Hybrid Position/Force Fully Closed-Loop Control of a Flip-Chip Soft-Landing Bonding System

Flexure-based bonding system driven by piezoelectric actuator is quite appealing for fulfilling the nanoscale-accuracy and high-efficiency interconnection tasks. However, it turns obstreperous to implement it for high-efficiency and nanoscale-accuracy interconnection during the soft-landing operation, largely because of a large amount of noise in force sensor and low efficiency of traditional controller. To this end, this article presents a novel hybrid position/force fully (HPFF) closed-loop control strategy to enable the developed flip-chip bonding system to run in the manner of nanoscale-accuracy and high-efficiency interconnection.
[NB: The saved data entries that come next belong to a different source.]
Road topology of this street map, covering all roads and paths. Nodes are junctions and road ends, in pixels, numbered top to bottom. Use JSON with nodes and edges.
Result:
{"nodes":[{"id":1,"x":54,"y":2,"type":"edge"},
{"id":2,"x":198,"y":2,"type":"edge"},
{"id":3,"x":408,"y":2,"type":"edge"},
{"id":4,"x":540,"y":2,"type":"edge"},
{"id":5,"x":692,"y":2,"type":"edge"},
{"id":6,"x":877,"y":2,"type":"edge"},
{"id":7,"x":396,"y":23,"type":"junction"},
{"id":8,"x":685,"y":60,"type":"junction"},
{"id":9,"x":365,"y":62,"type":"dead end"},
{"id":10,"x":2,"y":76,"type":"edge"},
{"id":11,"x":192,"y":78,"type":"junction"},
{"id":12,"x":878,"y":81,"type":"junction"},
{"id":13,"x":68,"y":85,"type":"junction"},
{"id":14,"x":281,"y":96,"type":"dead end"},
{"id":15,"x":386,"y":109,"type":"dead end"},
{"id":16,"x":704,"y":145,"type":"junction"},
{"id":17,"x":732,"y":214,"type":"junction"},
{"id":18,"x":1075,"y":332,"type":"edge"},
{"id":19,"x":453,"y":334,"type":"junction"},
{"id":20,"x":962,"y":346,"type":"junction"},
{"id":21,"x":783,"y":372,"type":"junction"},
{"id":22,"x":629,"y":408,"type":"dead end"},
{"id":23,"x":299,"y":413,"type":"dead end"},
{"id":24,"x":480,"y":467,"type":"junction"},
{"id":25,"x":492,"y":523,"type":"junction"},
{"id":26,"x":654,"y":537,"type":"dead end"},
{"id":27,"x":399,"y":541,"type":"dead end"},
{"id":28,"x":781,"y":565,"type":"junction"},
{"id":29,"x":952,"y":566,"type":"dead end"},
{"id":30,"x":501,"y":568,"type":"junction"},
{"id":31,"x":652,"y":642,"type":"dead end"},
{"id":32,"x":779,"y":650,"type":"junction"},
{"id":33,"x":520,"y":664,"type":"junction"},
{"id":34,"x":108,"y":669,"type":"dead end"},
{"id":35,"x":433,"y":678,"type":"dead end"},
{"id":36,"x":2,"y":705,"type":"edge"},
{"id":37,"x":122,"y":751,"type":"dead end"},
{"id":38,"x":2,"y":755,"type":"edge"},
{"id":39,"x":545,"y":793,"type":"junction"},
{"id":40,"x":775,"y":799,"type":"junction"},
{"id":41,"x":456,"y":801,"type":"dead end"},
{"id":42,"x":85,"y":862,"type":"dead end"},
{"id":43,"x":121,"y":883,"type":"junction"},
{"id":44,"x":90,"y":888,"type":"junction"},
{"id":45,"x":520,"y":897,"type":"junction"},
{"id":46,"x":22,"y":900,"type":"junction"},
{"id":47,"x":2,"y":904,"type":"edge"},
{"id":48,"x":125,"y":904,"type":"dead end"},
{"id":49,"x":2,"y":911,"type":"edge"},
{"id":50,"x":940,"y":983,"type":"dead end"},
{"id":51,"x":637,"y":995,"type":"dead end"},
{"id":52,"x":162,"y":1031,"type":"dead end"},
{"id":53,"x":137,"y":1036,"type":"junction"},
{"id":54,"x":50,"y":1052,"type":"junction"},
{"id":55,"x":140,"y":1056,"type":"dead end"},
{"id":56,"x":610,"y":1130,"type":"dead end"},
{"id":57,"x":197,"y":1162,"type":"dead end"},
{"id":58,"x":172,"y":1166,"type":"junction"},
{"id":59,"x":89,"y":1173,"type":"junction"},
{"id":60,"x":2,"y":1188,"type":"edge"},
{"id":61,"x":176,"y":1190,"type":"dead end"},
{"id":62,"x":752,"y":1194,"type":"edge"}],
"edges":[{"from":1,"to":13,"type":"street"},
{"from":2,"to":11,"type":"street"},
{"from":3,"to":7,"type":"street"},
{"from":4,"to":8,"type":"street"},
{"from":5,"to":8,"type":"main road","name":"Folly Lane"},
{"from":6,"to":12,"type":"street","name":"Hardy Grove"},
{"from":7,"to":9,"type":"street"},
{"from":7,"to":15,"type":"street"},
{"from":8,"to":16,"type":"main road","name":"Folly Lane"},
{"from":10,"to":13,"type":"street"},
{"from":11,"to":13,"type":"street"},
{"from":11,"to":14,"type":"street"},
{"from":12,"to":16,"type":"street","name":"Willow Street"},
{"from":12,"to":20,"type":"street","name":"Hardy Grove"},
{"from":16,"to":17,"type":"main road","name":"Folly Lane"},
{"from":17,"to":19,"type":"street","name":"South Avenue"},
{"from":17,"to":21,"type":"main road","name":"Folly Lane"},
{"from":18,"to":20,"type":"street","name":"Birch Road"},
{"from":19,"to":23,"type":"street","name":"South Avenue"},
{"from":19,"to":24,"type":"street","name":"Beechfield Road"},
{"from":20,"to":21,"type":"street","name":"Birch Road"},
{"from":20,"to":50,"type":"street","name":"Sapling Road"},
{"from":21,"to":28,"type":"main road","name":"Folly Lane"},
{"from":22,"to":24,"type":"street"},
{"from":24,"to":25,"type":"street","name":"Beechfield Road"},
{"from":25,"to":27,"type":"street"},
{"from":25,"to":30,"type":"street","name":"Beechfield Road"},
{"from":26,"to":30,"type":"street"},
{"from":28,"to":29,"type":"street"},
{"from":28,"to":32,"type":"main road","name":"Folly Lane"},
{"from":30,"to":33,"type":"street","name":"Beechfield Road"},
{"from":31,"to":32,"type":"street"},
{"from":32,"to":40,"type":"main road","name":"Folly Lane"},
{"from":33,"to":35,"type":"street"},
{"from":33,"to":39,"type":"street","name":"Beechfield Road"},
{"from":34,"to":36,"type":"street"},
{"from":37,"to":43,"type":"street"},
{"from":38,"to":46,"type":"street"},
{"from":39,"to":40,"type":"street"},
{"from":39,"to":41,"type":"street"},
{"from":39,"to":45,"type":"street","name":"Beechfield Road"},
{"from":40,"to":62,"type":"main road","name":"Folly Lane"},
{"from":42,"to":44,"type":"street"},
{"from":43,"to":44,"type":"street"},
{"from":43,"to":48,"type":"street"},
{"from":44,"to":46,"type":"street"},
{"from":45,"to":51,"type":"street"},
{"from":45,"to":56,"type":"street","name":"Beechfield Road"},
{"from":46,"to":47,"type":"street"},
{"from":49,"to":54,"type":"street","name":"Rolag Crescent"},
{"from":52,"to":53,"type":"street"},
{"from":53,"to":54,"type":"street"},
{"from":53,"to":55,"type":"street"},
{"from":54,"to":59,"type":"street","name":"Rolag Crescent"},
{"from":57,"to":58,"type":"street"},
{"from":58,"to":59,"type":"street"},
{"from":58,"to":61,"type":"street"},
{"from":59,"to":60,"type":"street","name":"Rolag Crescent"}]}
The integrator composed of inertial filter (ICIF) method is proposed to improve the operation efficiency and reduce the time used in the soft-landing process. Besides, the stability of HPFF strategy is demonstrated in theory and numerical calculation. Finally, a series of validation experiments including ICIF comparing experiments, closed-loop trajectory tracking experiments, robustness experiments under different loads and HPFF closed-loop control experiments are successfully implemented. All the results uniformly confirm that the developed flip-chip bonding system has achieved satisfactory soft-landing interconnection performance by taking advantage of the proposed HPFF closed-loop control strategy.